231.
Panel Title : MULTILATERALITY THE CASE OF ASEAN
Chair : Nicholas Tarling
Participants :
Kazuhisa Shimada
Paper Title : The Political and Cultural Origins of the ASEAN Way
Abstract :
The ASEAN Way is at the heart of the decision-making process in ASEAN. Indeed, the paper argues that it is crucial to the effectiveness dispute-prevention in Southeast Asia since the end of the Cold War. With the withdrawal of Soviet power and the removal of large numbers of US troops in the region, the regional security concept needed to be re-shaped from a military-based to a non-military-based one. The ASEAN Way suited this purpose well. However, and surprisingly, a definitive interpretation and analysis of the origins of the ASEAN Way has yet to be explored. It is therefore meaningful to focus on its formation process and development in the context of ASEAN's security policy, and, thereby, an exploration of non-military security cooperation. The paper argues the ASEAN Way originated from Pancasila (based on the Javanese Five Principles, including the expression of consensus decision-making). Although Indonesia's first President Sukarno proposed Pancasila, he failed to establish it in Indonesian political arena, or internationally. In the latter context, and in the shape of Maphilindo, he failed to apply consensus decision-making because he could not establish friendly relationships amongst the members of that grouping.

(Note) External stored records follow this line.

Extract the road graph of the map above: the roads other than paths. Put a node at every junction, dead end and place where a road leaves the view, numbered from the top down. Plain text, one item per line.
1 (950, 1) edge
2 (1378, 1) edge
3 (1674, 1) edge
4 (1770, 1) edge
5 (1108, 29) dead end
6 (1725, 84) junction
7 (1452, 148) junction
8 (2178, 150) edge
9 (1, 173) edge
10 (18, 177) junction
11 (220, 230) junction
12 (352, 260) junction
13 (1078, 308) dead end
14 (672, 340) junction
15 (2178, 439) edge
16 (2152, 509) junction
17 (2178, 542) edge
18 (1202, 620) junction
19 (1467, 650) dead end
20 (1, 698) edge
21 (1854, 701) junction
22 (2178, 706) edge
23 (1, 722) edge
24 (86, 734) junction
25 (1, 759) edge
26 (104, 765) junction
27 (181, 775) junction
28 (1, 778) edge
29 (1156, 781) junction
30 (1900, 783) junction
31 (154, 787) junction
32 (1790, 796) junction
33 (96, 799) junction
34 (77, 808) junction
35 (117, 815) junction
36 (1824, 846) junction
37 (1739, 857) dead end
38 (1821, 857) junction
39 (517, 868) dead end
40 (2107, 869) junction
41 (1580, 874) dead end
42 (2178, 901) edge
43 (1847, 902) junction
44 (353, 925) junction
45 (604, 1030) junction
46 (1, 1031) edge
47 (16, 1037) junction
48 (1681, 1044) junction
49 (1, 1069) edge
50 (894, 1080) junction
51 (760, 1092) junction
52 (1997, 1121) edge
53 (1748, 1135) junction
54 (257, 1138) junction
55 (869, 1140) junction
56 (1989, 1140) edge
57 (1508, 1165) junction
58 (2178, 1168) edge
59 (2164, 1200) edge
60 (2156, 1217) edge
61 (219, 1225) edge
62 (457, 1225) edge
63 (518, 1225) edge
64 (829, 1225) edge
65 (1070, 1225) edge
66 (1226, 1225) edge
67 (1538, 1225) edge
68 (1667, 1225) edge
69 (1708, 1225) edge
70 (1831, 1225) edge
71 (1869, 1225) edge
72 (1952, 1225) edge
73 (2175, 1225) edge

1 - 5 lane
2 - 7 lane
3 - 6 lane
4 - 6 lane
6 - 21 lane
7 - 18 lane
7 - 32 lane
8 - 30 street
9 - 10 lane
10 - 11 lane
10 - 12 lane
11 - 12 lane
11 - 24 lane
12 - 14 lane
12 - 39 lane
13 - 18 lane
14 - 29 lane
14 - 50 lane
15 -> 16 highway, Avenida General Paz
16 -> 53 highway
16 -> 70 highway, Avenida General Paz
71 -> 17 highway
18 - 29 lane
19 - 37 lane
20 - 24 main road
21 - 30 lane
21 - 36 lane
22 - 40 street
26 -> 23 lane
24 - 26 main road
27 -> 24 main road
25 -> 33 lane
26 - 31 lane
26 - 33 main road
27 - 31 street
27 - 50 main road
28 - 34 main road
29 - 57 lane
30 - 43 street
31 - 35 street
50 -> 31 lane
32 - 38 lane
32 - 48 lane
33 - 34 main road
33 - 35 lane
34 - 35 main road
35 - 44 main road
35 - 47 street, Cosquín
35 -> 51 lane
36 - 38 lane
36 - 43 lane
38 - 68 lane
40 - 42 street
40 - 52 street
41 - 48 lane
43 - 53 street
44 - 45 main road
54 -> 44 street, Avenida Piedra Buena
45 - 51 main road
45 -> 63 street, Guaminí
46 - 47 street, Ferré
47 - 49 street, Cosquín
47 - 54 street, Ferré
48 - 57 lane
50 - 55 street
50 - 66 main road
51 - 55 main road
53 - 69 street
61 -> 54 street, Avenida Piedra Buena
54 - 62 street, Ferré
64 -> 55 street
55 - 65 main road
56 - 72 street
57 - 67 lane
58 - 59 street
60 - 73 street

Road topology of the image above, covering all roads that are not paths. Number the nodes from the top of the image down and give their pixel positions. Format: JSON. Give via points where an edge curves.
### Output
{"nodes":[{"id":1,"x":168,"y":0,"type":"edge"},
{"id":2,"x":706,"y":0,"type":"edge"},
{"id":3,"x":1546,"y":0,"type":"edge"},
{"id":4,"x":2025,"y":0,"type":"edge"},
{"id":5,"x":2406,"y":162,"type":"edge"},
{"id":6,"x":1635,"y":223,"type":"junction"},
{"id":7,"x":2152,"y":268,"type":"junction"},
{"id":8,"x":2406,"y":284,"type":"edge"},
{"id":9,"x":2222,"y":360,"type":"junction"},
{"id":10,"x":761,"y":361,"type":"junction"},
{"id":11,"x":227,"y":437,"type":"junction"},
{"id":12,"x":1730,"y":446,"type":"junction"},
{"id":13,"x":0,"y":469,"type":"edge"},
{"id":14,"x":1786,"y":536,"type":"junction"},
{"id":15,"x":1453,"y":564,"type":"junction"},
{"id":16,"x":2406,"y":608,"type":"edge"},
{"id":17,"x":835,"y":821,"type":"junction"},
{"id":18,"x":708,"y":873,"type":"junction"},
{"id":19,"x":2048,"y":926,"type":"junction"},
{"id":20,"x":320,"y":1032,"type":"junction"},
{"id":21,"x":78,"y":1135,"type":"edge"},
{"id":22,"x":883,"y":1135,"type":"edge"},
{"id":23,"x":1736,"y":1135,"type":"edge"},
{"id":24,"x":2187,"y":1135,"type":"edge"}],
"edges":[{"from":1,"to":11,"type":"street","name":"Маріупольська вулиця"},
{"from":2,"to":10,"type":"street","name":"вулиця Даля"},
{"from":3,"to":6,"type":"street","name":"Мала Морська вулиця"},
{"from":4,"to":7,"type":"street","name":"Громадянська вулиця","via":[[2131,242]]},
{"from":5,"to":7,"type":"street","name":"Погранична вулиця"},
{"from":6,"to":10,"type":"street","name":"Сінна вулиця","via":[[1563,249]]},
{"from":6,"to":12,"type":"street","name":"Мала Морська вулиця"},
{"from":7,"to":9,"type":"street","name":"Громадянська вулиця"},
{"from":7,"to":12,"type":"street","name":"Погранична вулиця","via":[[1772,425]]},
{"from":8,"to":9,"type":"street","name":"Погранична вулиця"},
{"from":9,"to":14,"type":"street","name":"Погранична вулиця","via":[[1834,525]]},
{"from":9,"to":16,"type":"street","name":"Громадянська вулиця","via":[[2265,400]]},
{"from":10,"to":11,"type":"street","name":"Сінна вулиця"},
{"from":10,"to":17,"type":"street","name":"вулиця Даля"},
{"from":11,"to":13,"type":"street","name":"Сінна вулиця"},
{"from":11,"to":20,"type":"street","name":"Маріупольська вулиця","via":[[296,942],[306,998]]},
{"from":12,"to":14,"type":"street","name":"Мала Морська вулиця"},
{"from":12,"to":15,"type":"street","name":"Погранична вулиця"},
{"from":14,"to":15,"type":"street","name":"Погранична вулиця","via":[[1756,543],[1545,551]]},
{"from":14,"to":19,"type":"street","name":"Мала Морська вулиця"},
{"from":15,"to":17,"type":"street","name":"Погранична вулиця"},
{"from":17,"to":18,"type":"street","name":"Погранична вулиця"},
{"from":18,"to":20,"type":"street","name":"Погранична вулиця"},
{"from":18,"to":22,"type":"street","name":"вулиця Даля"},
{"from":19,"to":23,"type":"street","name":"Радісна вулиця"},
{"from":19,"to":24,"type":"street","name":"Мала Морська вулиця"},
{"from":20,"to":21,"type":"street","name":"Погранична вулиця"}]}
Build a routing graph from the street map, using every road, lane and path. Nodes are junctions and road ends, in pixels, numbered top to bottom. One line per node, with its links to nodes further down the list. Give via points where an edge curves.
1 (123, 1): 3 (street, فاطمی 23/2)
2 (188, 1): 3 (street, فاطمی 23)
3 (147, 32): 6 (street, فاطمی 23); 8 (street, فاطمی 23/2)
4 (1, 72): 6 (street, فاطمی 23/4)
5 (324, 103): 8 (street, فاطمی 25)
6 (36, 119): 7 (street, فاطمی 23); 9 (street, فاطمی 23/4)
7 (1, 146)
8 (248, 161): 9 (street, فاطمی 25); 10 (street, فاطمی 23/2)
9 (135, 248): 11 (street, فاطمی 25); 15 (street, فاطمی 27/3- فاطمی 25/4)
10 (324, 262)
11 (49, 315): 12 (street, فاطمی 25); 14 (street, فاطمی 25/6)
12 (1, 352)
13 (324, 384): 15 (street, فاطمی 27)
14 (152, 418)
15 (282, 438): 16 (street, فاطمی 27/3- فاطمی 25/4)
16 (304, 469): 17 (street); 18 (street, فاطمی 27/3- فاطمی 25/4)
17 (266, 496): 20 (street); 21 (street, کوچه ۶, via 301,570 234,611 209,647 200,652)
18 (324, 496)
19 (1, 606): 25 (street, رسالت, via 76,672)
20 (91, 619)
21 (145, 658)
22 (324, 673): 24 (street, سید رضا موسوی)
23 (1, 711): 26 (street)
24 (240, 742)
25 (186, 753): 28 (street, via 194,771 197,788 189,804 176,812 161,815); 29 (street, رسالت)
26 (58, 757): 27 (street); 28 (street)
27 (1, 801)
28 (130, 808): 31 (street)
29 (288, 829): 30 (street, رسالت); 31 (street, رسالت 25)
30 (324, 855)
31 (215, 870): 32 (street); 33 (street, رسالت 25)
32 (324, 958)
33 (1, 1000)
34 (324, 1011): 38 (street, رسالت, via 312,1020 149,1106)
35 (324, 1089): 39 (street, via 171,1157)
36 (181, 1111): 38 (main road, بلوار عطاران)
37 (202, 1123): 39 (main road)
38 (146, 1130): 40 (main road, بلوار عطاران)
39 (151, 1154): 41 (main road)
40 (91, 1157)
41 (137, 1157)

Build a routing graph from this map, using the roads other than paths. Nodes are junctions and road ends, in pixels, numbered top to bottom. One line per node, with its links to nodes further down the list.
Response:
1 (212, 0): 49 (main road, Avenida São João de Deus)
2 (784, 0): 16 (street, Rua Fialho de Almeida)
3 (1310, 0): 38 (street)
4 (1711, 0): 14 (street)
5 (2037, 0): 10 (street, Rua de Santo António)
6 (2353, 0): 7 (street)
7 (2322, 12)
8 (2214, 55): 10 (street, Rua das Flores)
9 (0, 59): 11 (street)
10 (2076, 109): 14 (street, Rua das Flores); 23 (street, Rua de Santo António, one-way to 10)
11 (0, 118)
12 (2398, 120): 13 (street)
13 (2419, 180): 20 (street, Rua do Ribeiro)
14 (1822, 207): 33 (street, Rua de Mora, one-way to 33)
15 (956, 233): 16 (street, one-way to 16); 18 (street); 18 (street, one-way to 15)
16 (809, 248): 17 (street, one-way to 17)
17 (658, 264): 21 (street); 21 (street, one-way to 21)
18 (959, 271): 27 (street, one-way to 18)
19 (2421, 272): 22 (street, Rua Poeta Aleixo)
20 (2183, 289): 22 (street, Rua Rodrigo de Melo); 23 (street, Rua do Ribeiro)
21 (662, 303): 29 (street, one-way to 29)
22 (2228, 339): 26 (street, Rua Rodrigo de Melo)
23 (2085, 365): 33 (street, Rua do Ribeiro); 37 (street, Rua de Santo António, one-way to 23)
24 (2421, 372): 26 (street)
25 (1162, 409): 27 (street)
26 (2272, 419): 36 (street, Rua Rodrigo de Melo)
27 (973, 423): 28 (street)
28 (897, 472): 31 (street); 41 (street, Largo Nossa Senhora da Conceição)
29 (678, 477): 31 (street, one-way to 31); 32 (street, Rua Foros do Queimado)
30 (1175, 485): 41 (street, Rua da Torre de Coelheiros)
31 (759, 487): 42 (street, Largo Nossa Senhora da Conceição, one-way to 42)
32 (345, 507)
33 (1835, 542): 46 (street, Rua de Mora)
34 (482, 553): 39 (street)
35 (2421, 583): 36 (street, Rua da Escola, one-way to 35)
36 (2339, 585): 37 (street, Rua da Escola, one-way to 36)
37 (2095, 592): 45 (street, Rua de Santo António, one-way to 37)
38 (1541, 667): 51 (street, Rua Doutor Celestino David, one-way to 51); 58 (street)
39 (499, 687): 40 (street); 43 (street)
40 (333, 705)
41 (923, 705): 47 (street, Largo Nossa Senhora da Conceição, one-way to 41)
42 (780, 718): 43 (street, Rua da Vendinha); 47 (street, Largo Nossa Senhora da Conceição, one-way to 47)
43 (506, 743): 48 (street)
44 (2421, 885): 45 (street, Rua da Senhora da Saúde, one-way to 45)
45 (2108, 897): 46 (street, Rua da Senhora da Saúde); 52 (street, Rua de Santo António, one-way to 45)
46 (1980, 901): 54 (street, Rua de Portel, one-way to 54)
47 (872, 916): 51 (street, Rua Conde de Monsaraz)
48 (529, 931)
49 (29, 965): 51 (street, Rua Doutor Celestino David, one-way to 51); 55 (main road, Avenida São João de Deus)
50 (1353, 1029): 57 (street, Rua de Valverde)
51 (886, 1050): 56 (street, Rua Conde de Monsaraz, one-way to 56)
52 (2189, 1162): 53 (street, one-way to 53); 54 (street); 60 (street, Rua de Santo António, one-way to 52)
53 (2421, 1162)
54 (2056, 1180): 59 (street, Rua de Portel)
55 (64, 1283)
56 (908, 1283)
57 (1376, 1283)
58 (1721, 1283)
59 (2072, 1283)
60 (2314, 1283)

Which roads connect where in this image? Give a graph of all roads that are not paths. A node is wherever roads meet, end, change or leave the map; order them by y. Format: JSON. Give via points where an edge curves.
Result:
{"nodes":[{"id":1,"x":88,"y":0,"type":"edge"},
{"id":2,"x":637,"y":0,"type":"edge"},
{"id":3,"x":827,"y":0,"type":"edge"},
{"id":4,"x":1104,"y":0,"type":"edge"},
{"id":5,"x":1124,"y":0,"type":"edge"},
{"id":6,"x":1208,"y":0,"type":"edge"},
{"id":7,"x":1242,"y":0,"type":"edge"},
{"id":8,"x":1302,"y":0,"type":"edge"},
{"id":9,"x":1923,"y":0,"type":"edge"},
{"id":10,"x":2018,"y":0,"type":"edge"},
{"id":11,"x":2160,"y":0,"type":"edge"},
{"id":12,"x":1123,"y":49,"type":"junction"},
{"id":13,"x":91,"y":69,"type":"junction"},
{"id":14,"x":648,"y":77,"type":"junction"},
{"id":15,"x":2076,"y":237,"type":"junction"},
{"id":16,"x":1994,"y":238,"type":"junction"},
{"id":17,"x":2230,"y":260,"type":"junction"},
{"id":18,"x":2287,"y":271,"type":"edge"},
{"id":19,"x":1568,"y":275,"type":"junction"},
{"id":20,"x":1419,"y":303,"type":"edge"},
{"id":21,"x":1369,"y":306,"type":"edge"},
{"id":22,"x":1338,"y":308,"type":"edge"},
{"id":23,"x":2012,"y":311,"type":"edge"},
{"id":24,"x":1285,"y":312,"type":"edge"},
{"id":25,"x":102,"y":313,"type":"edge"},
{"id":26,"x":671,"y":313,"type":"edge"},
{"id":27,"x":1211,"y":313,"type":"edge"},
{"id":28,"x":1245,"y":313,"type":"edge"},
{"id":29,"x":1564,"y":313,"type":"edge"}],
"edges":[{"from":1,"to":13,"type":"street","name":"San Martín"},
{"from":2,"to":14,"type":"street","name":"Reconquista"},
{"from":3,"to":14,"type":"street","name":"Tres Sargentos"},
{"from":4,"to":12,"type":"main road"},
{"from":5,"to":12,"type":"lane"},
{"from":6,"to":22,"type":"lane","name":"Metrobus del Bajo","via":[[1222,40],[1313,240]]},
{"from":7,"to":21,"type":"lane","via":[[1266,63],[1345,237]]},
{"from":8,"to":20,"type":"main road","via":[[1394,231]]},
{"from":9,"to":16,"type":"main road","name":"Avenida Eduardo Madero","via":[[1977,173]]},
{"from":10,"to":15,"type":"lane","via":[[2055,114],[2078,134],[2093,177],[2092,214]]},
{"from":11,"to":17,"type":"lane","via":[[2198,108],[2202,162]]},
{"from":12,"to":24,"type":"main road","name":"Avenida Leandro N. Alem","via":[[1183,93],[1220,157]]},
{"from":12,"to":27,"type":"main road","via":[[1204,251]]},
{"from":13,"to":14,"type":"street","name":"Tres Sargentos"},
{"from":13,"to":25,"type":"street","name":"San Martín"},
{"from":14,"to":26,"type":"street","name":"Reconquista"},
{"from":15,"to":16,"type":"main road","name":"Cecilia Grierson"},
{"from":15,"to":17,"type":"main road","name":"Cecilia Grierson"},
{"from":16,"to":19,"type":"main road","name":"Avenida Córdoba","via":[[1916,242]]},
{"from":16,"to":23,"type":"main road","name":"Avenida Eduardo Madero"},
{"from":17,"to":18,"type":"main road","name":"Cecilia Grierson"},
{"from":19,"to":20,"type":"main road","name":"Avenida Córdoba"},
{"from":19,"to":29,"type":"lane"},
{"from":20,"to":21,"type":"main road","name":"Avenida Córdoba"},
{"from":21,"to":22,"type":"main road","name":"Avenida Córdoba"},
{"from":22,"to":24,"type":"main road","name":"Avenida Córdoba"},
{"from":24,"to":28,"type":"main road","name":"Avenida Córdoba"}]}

Part of the problem here was his aggressive and arrogant behaviour, which did not sit well with the organisation's outlook. Sukarno's successor General Suharto took over the concept of Pancasila and successfully established Pancasila democracy in Indonesia itself; establishing the foundations of consensus decision-making based on a pervading sense of general harmony. He was successful in one other respect: extending this new political form to ASEAN via the introduction of the ASEAN Way (using his approach of low-key diplomacy in the critical formative period of ASEAN).
Raj Shekhar
Paper Title : Myanmar's Democratic Movement and ASEAN Response
Abstract :
The proposed paper would be an attempt to explore and analyze the Association of Southeast Asian Nations (ASEAN) response towards the ongoing restoration of democratic movement in Myanmar. It becomes important to analyze the ASEAN response on Myanmar's Democratic Movement after Myanmar's military government decision to relinquish its turn to be the Chair of ASEAN in 2006 at ASEAN Foreign Ministers summit in July 2005 held at Vientiane. In recent years with the establishment of pressure groups like - ALTSEAN Burma (Alternative ASEAN Network on Burma) and ASEAN Inter-Parliamentary Caucus on Myanmar (AIPMC) in Kula Lumpur in November 2004 by elected parliamentarians from ASEAN member countries such as -Thailand, Malaysia, Philippines, Indonesia, Singapore and Cambodia, it is important to analyze that how ASEAN is responding to its commitment of Article 2 (C) of "Non-interference in the internal affairs of one another" declared in Treaty of Amity and Cooperation in Southeast Asia at Bali in 24th February, 1976. When Myanmar was admitted into ASEAN in July 1997 with the support of Mahathir Mohammad of Malaysia, the hopes were raised that the ASEAN's ‘way of life' and its ‘constructive engagement policy' would reform the ruling military junta towards the realization of democracy. However despite the long years from 1997 and the pressure from world powers like USA, UK etc. within ASEAN as a dialogue partner and other inter-continental regional forums like ASEM (Asia-Europe Meeting) and efforts of UN Special Rapporteur with ASEAN leaders, the democracy is yet to be realized in Myanmar. In this background the proposed paper would try to evaluate that whether the military junta's response towards democracy in Myanmar is flippant or real with the fledge ling progress of National Convention since January 9, 1993 in the light of her ASEAN membership and before?
Nicholas Tarling
Paper Title : From ASA to ASEAN
Abstract :
ASA, formed on the initiative of newly-independent Malaya, was designed above all to cope with the potential threat of Indonesia, which had armed itself to cope with internal revolt and to exert pressure on the Dutch to leave West Irian. The formation of Malaysia, however, provoked Confrontation, while also prompting the Philippines claim to Sabah, which disrupted ASA soon after it was set up. When Confrontation ended, and the Sukarno regime was destroyed, Indonesia was keen to take the initiative in a new organisation which would represent what the late Michael Leifer called its regional 'entitlement' in a different form. Yet ASEAN -the outcome - borrowed economic plans and political practices from its predecessor, though that had been created to counter a more aggressive pursuit of that entitlement. The foreign policy archives of the Southeast Asian states are largely closed, but those of the interested powers are being opened under the thirty-year rule, and offer, our use of relevant British records. The present paper adds some material from New Zealand archives.